Wednesday, January 12, 2011

Look, Back in Centre: The wildest 'Black Swan'

This year along with Chris Nolan's most original & dreamy 'Inception', Darren Aronofsky’s 'Black Swan' hits the mark and captures the attention of global cine-goers. This film is a composite poetry of dark, starky truth and swallowed complexities of human nature. A commendable effort to measure the distance from the outer world to inner world. This motion picture gives us a chance to feel the 'perfection'.

'Black Swan' opens with indulging dream sequence, indicating that some of the sequences follow only in the subconscious imagination of Nina, an emotionally charged ballerina played
with bold ferocity by Natalie Portman. Nina desires to own centre stage and, after years of hard punishment-like training, she has the opportunity to star in the double role of the White Swan and Black Swan in a re-visionist staging of 'Swan Lake'. Nina is an instinctive wonder, a sexually innocent, completely dedicated ballerina bent on taking it to the next level by acquiring the lead role in 'Swan Lake'. The character of the White Swan suits her, the lead role requires she also play the Black Swan, a role she can't snag until she travels her dark side. The White Swan is very pure, innocent and virginal, and the Black Swan is a seductress and in-control.
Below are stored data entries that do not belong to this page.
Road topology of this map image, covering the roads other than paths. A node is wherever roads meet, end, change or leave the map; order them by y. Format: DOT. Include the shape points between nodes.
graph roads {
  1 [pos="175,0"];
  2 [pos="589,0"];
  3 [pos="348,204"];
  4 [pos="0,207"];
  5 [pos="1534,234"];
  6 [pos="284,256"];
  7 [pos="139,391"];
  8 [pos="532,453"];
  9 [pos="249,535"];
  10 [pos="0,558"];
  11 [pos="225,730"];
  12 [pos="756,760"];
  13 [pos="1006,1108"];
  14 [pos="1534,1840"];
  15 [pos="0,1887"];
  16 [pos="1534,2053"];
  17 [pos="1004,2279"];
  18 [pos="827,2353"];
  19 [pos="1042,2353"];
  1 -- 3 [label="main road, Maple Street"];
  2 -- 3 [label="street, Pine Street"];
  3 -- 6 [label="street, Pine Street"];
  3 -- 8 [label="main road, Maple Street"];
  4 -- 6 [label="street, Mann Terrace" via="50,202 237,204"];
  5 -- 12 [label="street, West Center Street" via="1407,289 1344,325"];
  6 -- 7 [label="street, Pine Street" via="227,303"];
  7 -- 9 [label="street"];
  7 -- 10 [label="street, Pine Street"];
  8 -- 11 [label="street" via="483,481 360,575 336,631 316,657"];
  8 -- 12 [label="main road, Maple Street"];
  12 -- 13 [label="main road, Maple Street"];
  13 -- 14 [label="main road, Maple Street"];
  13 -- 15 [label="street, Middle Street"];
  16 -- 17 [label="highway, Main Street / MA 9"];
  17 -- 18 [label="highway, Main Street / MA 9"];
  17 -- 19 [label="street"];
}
It’s a rare and an invisible split to explore all the greys between the white and black. The ballet director (Vincent Cassel) is not convinced she’s capable of justifying the Swan Queen’s dark side, so he chooses another dancer, a cunning and playful rival played by Mila Kunis, to challenge her. As that weren’t suffice, Nina’s also got Beth (Winona Ryder) haunted and disturbed prime ballerina and her over-obsessive former ballerina mom (Barbara Hershey). Naked rivalries, manipulative friendships, a ruining body and an increasingly tenuous trap of reality all pressure Nina on the verge of a breakdown. Her demons are haunting her every effort along with destructive forces. She is scared by her jealous competitor and ill-experienced dancer- Lily, Nina's undying hard work in pure unexplored realm of perfection lead to catastrophe as startling events begin to unfold in her life, making her question her own sanctity in the pursuit of excellence on stage. Her quest ends when she feels a sphere of complete Nirvana. That's the highlight of this film.

Sculpting psychological intricacies to the changing world of an artistically obsessed ballerina, director Darren Aronofsky has followed up his outstanding The Wrestler (2008), Requiem for a dream (2000) & Pi (1998) with another injuring syllabus of physical pain and enduranc
e in the pursuit of a dream. With Natalie Portman dominating the movements and showing a screen presence not seen from her before, this all - enough blood, sweat and tears to touch nicely beyond the ballet audience. With its sexual underlying and a 'fantasy' lesbian love scene between Portman and Kunis, Black Swan offers more than enough to spellbind cinema seekers. It's a powerful and frightening bravura of filmmaking and should do some nice business with descent accolades across the globe.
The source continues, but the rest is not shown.